What you have to do: Report each line of the entries that contains the word "زمانی", copied in full.

*** Entries supplied ***

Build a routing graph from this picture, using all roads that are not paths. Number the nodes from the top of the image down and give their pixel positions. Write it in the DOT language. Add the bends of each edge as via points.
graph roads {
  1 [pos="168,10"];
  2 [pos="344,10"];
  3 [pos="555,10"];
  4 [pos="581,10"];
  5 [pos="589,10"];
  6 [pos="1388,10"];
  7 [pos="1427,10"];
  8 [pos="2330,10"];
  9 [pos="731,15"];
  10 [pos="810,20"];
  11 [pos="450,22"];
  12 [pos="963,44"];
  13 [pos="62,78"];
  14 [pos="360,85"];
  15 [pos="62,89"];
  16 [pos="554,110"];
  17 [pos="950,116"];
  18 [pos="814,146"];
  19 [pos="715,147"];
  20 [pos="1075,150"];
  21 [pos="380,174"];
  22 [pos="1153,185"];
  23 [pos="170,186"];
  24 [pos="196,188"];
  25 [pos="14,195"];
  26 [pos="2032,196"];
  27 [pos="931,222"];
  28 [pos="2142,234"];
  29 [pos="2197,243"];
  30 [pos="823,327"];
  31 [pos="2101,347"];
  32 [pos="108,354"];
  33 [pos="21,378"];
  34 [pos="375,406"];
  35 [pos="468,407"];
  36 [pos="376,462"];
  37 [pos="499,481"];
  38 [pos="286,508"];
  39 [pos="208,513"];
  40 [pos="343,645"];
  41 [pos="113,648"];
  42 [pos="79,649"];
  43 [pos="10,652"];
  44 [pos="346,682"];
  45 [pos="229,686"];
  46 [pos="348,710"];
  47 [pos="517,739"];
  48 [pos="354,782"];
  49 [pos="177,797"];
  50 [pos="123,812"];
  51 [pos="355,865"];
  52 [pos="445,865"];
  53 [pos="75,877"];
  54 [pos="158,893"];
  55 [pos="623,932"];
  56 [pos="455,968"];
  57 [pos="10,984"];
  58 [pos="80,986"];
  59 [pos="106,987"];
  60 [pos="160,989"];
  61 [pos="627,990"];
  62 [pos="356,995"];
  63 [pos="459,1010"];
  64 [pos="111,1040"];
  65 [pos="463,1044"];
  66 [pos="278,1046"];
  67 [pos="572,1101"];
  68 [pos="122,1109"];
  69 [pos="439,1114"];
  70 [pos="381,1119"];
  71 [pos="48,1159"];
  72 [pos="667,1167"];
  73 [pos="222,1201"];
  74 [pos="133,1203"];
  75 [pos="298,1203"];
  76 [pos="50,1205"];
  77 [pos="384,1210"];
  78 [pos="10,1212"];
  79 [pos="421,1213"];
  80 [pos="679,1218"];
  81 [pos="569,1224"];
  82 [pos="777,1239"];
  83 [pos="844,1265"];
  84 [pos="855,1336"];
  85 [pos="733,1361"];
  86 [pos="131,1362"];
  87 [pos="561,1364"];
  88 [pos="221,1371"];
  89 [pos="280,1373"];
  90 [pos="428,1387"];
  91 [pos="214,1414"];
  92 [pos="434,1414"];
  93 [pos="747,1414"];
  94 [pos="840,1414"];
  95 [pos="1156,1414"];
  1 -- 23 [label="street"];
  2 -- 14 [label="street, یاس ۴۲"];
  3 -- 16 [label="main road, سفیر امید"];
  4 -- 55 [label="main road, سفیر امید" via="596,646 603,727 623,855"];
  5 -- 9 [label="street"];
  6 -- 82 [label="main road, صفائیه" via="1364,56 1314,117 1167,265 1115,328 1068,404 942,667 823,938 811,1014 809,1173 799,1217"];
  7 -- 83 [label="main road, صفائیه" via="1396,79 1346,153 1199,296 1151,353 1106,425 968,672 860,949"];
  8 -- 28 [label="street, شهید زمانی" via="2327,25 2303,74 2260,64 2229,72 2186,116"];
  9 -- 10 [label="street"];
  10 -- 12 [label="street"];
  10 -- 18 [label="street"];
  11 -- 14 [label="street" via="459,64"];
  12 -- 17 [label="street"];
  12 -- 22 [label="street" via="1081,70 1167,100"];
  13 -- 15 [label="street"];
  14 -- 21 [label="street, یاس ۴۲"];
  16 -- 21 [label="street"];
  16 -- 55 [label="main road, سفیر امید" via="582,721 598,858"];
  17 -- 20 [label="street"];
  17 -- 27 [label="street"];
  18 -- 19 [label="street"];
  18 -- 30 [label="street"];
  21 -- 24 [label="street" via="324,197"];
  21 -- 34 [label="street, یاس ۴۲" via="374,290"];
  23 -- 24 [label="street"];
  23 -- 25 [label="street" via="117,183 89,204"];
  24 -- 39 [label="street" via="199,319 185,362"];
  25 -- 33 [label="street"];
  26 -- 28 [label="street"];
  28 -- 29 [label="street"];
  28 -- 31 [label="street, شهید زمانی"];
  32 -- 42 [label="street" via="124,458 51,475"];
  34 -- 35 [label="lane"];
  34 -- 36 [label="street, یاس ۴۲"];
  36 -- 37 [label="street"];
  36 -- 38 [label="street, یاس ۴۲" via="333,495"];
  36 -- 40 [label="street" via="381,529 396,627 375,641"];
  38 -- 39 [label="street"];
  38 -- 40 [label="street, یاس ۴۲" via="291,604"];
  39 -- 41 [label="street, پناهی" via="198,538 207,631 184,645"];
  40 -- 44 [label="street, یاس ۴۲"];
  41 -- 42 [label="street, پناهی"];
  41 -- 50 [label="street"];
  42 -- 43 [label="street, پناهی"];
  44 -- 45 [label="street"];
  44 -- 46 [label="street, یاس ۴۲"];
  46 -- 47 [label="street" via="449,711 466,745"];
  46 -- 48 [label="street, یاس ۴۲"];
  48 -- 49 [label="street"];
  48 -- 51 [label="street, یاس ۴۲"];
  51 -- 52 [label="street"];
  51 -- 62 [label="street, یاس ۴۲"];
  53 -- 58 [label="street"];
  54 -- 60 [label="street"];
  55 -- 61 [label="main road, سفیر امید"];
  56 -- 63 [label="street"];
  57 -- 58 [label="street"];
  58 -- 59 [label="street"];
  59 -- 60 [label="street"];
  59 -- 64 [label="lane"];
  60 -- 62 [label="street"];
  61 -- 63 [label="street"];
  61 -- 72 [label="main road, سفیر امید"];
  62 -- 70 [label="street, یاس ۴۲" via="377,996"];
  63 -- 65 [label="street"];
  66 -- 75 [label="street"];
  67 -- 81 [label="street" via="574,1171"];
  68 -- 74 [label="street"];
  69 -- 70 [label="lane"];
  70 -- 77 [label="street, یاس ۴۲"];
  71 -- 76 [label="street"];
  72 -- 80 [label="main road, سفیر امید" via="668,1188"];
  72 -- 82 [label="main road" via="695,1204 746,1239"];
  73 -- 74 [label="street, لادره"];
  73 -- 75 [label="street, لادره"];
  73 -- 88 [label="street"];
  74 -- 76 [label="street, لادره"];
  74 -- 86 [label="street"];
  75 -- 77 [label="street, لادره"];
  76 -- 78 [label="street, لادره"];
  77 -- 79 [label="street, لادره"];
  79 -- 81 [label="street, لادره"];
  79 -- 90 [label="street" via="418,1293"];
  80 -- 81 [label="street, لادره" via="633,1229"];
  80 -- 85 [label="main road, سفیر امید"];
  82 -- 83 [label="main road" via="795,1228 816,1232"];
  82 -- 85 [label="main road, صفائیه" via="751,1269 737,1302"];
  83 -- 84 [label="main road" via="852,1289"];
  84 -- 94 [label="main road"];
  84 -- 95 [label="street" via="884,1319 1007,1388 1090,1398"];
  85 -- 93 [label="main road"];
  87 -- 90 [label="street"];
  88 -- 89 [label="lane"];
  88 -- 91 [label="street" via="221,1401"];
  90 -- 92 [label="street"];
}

*** End of Entries supplied ***

Result of the task:
  8 -- 28 [label="street, شهید زمانی" via="2327,25 2303,74 2260,64 2229,72 2186,116"];
  28 -- 31 [label="street, شهید زمانی"];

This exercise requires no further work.